* Required action:
Only lines containing the string "dead" belong in the answer; copy all of them from the entries.

* Extracted material:
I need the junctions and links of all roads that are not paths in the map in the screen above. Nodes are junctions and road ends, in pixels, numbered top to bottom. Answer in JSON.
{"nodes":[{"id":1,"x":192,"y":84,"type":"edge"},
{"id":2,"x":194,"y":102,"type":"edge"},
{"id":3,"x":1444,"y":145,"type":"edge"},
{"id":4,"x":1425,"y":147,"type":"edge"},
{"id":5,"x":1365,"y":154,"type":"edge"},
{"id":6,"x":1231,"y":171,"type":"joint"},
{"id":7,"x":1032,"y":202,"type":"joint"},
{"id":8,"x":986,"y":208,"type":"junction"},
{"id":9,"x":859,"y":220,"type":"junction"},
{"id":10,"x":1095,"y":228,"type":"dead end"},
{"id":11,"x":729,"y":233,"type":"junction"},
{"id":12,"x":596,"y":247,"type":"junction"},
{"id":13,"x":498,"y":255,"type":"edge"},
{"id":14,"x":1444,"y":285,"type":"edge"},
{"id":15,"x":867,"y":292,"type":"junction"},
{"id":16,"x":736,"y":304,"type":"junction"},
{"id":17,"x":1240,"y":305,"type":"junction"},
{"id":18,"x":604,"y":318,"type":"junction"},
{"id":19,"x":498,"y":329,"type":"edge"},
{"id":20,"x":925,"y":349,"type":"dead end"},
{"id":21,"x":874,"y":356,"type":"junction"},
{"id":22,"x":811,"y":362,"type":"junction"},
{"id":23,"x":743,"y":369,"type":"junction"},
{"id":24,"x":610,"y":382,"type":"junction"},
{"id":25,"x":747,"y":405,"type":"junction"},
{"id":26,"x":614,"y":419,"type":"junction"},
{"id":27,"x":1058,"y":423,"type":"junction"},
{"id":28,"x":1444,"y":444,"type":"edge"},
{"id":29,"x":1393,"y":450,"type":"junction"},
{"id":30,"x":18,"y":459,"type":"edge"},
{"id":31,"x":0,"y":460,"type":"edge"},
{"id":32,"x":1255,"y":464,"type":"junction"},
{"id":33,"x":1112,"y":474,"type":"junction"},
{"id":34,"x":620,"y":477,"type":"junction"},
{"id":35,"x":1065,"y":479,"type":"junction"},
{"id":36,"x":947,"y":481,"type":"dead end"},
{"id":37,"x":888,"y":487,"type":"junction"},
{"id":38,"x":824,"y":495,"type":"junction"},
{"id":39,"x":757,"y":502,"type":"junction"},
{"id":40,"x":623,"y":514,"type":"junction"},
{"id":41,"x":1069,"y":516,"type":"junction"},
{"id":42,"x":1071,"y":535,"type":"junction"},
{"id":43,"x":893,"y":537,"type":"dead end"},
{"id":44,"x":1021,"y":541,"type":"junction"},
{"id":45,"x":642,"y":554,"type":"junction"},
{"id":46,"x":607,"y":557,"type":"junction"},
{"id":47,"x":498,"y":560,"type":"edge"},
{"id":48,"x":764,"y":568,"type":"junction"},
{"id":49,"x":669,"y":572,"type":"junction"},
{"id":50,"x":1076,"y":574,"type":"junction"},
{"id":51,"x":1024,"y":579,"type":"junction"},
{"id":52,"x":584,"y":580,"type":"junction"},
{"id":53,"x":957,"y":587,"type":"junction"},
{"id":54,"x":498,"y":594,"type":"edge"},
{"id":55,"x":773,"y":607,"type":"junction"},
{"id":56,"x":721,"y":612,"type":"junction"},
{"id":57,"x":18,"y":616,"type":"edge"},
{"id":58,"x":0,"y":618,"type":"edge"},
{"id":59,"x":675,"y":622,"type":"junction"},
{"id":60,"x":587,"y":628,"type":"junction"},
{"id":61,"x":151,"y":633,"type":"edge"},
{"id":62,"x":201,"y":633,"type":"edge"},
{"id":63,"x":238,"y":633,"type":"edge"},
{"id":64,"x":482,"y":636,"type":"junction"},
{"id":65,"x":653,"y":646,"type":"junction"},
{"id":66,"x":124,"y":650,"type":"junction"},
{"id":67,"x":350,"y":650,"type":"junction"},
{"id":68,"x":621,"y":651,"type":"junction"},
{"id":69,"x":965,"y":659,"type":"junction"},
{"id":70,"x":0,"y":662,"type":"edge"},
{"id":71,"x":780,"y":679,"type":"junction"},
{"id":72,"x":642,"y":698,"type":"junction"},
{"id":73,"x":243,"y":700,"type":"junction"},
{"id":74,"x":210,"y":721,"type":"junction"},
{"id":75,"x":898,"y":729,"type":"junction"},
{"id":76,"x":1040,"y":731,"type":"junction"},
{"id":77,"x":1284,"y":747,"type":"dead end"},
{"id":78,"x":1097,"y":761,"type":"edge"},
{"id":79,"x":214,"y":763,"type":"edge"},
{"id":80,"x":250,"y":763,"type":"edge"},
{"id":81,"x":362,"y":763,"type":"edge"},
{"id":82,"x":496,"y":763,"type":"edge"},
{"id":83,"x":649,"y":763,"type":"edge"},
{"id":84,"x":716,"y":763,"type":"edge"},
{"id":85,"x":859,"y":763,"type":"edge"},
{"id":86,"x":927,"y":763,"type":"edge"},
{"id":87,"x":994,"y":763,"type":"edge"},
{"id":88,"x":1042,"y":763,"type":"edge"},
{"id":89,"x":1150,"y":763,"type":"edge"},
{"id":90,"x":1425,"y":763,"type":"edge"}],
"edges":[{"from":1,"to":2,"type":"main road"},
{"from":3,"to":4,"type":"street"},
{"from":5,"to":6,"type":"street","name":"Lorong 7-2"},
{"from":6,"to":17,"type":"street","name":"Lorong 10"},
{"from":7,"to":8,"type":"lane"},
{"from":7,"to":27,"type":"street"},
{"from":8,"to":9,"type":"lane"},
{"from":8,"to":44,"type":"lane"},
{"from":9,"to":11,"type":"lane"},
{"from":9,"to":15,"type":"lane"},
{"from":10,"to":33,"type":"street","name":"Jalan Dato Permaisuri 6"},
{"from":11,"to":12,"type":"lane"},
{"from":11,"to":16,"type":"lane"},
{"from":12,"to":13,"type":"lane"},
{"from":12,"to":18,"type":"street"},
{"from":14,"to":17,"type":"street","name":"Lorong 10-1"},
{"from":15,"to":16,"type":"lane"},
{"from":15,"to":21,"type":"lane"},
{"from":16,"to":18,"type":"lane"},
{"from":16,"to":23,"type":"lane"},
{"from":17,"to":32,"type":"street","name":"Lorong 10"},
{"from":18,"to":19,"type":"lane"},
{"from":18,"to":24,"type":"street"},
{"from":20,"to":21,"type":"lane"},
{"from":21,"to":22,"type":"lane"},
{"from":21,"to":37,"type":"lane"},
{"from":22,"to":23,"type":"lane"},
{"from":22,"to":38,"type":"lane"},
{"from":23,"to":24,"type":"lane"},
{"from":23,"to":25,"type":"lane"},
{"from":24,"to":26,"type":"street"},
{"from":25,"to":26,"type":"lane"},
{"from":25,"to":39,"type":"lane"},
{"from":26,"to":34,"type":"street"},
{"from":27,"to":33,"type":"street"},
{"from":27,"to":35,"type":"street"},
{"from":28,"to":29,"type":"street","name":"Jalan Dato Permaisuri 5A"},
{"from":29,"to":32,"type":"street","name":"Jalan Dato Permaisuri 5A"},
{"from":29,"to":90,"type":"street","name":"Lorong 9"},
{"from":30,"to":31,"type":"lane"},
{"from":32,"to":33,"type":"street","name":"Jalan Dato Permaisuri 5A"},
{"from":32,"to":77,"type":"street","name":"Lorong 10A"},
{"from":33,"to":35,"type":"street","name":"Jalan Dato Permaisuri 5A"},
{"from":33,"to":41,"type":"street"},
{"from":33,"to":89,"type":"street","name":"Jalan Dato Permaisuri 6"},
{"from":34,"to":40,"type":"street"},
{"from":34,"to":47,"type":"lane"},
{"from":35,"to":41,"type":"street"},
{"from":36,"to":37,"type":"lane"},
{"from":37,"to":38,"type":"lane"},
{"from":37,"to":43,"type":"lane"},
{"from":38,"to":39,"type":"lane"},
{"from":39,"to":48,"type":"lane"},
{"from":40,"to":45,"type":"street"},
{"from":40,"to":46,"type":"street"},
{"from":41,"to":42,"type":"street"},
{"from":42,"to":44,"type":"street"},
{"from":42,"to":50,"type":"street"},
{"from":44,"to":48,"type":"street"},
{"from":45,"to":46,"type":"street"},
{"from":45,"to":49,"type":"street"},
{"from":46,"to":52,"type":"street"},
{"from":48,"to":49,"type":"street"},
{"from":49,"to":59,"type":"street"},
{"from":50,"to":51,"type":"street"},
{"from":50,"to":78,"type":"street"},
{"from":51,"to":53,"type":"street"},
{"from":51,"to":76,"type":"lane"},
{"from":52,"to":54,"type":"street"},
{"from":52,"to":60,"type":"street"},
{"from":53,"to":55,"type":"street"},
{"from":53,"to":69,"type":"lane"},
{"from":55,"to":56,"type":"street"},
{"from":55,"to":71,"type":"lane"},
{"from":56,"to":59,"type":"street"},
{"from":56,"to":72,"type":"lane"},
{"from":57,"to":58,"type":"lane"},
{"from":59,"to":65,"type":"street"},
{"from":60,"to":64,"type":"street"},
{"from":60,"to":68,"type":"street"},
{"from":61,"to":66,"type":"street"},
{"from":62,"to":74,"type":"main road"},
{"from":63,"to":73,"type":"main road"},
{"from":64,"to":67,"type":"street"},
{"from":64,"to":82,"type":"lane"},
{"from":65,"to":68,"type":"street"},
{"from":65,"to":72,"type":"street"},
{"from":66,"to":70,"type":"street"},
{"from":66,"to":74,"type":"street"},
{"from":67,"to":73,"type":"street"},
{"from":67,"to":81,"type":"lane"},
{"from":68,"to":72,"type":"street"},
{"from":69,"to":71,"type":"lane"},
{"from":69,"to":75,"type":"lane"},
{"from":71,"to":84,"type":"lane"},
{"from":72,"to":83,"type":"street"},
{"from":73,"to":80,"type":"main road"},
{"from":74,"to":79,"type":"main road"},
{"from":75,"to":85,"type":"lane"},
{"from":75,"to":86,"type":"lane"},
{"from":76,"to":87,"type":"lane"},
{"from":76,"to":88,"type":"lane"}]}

* Response to the task:
{"id":10,"x":1095,"y":228,"type":"dead end"},
{"id":20,"x":925,"y":349,"type":"dead end"},
{"id":36,"x":947,"y":481,"type":"dead end"},
{"id":43,"x":893,"y":537,"type":"dead end"},
{"id":77,"x":1284,"y":747,"type":"dead end"},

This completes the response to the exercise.